Letter to Old Friend: Don't pray for me.
By Heinrich
Dear friend,
I’ve had a complicated relationship with religion. Faith hasn't failed me in the way it does a lot of people. We just had a falling out.
When I was 15, I decided that I didn’t believe in the god I grew up with anymore. I can’t pinpoint the exact moment it happened or why.
It just happened.
Religion had felt off for a really long time. It took years to see that I didn’t actually believe in anything anymore.
After 15, I had to learn how to go through life without that safety net, that comfort I found in believing in something. A life without religion, at least for me, was terrifying. Unknown.
A big thing that captivates humans about religion is the fact that it means not going through life by themselves. Along with the comfort of a god to guide you, most religions bring people together. They bring whole countries together, whole societies. Religions have sacred places for people to congregate. At their best, religions build community.
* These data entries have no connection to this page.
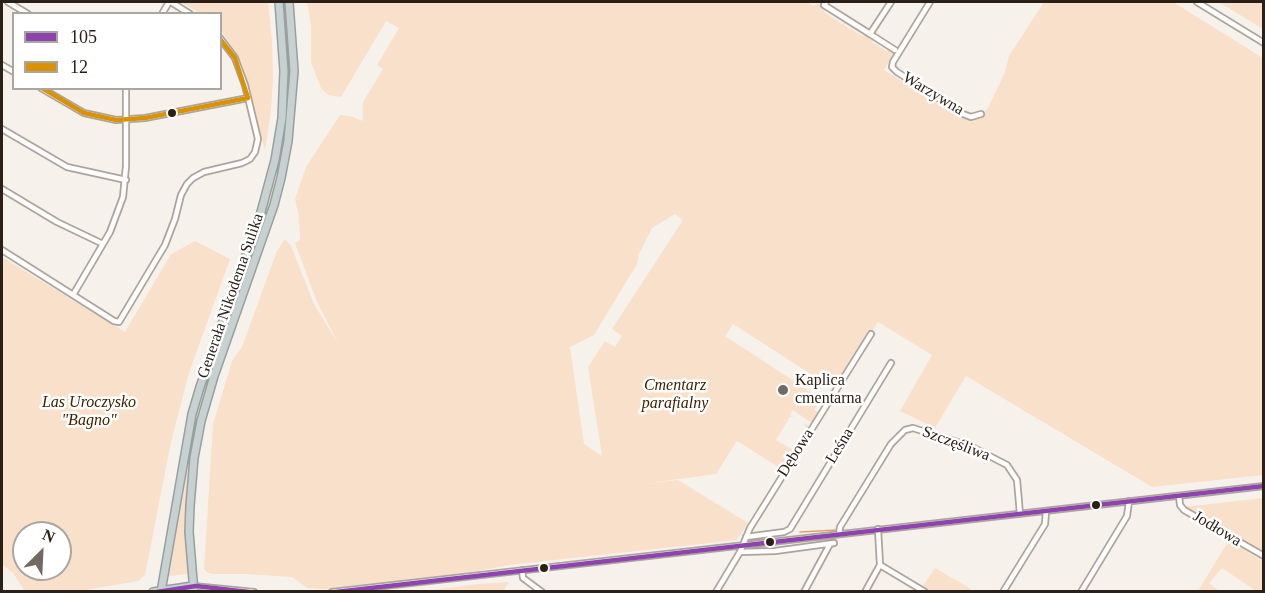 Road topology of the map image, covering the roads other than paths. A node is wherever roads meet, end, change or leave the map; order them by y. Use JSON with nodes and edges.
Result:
{"nodes":[{"id":1,"x":8,"y":2,"type":"edge"},
{"id":2,"x":170,"y":2,"type":"edge"},
{"id":3,"x":279,"y":2,"type":"edge"},
{"id":4,"x":289,"y":2,"type":"edge"},
{"id":5,"x":818,"y":2,"type":"edge"},
{"id":6,"x":891,"y":2,"type":"edge"},
{"id":7,"x":930,"y":2,"type":"edge"},
{"id":8,"x":1197,"y":2,"type":"edge"},
{"id":9,"x":825,"y":3,"type":"edge"},
{"id":10,"x":25,"y":12,"type":"edge"},
{"id":11,"x":187,"y":12,"type":"edge"},
{"id":12,"x":870,"y":34,"type":"junction"},
{"id":13,"x":222,"y":41,"type":"edge"},
{"id":14,"x":1263,"y":44,"type":"edge"},
{"id":15,"x":895,"y":50,"type":"dead end"},
{"id":16,"x":44,"y":90,"type":"edge"},
{"id":17,"x":126,"y":90,"type":"edge"},
{"id":18,"x":248,"y":98,"type":"junction"},
{"id":19,"x":981,"y":114,"type":"dead end"},
{"id":20,"x":126,"y":120,"type":"junction"},
{"id":21,"x":2,"y":129,"type":"edge"},
{"id":22,"x":274,"y":166,"type":"junction"},
{"id":23,"x":281,"y":178,"type":"junction"},
{"id":24,"x":126,"y":180,"type":"junction"},
{"id":25,"x":2,"y":189,"type":"edge"},
{"id":26,"x":103,"y":244,"type":"junction"},
{"id":27,"x":2,"y":250,"type":"edge"},
{"id":28,"x":73,"y":295,"type":"junction"},
{"id":29,"x":871,"y":334,"type":"dead end"},
{"id":30,"x":891,"y":363,"type":"dead end"},
{"id":31,"x":1263,"y":486,"type":"edge"},
{"id":32,"x":1179,"y":496,"type":"junction"},
{"id":33,"x":1129,"y":501,"type":"junction"},
{"id":34,"x":1046,"y":511,"type":"junction"},
{"id":35,"x":1020,"y":513,"type":"junction"},
{"id":36,"x":878,"y":530,"type":"junction"},
{"id":37,"x":839,"y":534,"type":"junction"},
{"id":38,"x":746,"y":537,"type":"junction"},
{"id":39,"x":744,"y":544,"type":"junction"},
{"id":40,"x":740,"y":552,"type":"junction"},
{"id":41,"x":1263,"y":556,"type":"edge"},
{"id":42,"x":880,"y":565,"type":"junction"},
{"id":43,"x":522,"y":570,"type":"junction"},
{"id":44,"x":194,"y":589,"type":"edge"},
{"id":45,"x":161,"y":590,"type":"edge"},
{"id":46,"x":538,"y":590,"type":"edge"},
{"id":47,"x":153,"y":591,"type":"edge"},
{"id":48,"x":254,"y":591,"type":"edge"},
{"id":49,"x":332,"y":591,"type":"edge"},
{"id":50,"x":716,"y":591,"type":"edge"},
{"id":51,"x":804,"y":591,"type":"edge"},
{"id":52,"x":865,"y":591,"type":"edge"},
{"id":53,"x":925,"y":591,"type":"edge"},
{"id":54,"x":1003,"y":591,"type":"edge"},
{"id":55,"x":1081,"y":591,"type":"edge"}],
"edges":[{"from":1,"to":10,"type":"street"},
{"from":2,"to":11,"type":"street"},
{"from":3,"to":22,"type":"highway","name":"Generała Nikodema Sulika"},
{"from":4,"to":23,"type":"highway","name":"Generała Nikodema Sulika"},
{"from":5,"to":9,"type":"street"},
{"from":6,"to":12,"type":"street"},
{"from":7,"to":19,"type":"street","name":"Warzywna"},
{"from":8,"to":14,"type":"street"},
{"from":9,"to":12,"type":"street"},
{"from":12,"to":15,"type":"street"},
{"from":13,"to":18,"type":"street"},
{"from":16,"to":20,"type":"street"},
{"from":17,"to":20,"type":"street"},
{"from":18,"to":20,"type":"street"},
{"from":18,"to":28,"type":"street"},
{"from":20,"to":24,"type":"street"},
{"from":21,"to":24,"type":"street"},
{"from":22,"to":23,"type":"highway"},
{"from":22,"to":45,"type":"highway","name":"Generała Nikodema Sulika"},
{"from":23,"to":44,"type":"highway","name":"Generała Nikodema Sulika"},
{"from":24,"to":26,"type":"street"},
{"from":25,"to":26,"type":"street"},
{"from":26,"to":28,"type":"street"},
{"from":27,"to":28,"type":"street"},
{"from":29,"to":38,"type":"street","name":"Dębowa"},
{"from":30,"to":38,"type":"street","name":"Leśna"},
{"from":31,"to":32,"type":"street"},
{"from":32,"to":33,"type":"street"},
{"from":32,"to":41,"type":"street","name":"Jodłowa"},
{"from":33,"to":34,"type":"street"},
{"from":33,"to":55,"type":"street"},
{"from":34,"to":35,"type":"street"},
{"from":34,"to":54,"type":"street"},
{"from":35,"to":36,"type":"street"},
{"from":35,"to":37,"type":"street","name":"Szczęśliwa"},
{"from":36,"to":37,"type":"street"},
{"from":36,"to":42,"type":"street"},
{"from":37,"to":39,"type":"street"},
{"from":38,"to":39,"type":"street","name":"Dębowa"},
{"from":39,"to":40,"type":"street","name":"Dębowa"},
{"from":39,"to":43,"type":"street"},
{"from":40,"to":50,"type":"street","name":"Dębowa"},
{"from":40,"to":51,"type":"street"},
{"from":42,"to":52,"type":"street"},
{"from":42,"to":53,"type":"street"},
{"from":43,"to":46,"type":"street"},
{"from":43,"to":49,"type":"street"},
{"from":44,"to":45,"type":"highway"},
{"from":44,"to":48,"type":"street"},
{"from":45,"to":47,"type":"highway"}]}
At 15, gaining a sort of sentience, I saw a world that was being destroyed in the name of gods. This, I’m sad to say, has programmed me to never trust religions again.
Being born in 2002 in a country without separation between church and state, moving to America at six, and growing up in constant wars, violence, and political unrest, it’s hard to see the good in humanity.
I think it’s a struggle that most people in my generation have. One simply has to look at a history book about the past 20 years to see that we haven’t known a world with peace. We don’t even know what that word means. Most of us are just tired from living through major historical events.
It can make one incredibly lonely. Even with the comfort of a guiding god.
Some might argue that this is the exact reason to turn to a god. Any god. But I can’t bring myself to have that kind of faith again. I don’t think I’m capable of finding comfort in religion anymore.
But I have also grown up a bit since 15.I’m not as angry at the world.
There’s a beauty in religion that I can respect. Believing in anything is beautiful in itself. I found that not believing in anything is, as I’ve said, quite lonely.
Religion has also brought beauty into our lives. Most of art, any kind of art, all throughout history, has been made in the name of a religion. I cannot deny that. That’s fact.
I can also see the irony of choosing to live under my own free will. But I will never get past the point that religion was, and continues to be, used as a weapon. I think it’s been too long since religion has actually been used and seen as what it truly is; a moral guidepost for us to live by and to love by.
But still. Don’t pray for me. I don’t believe in gods.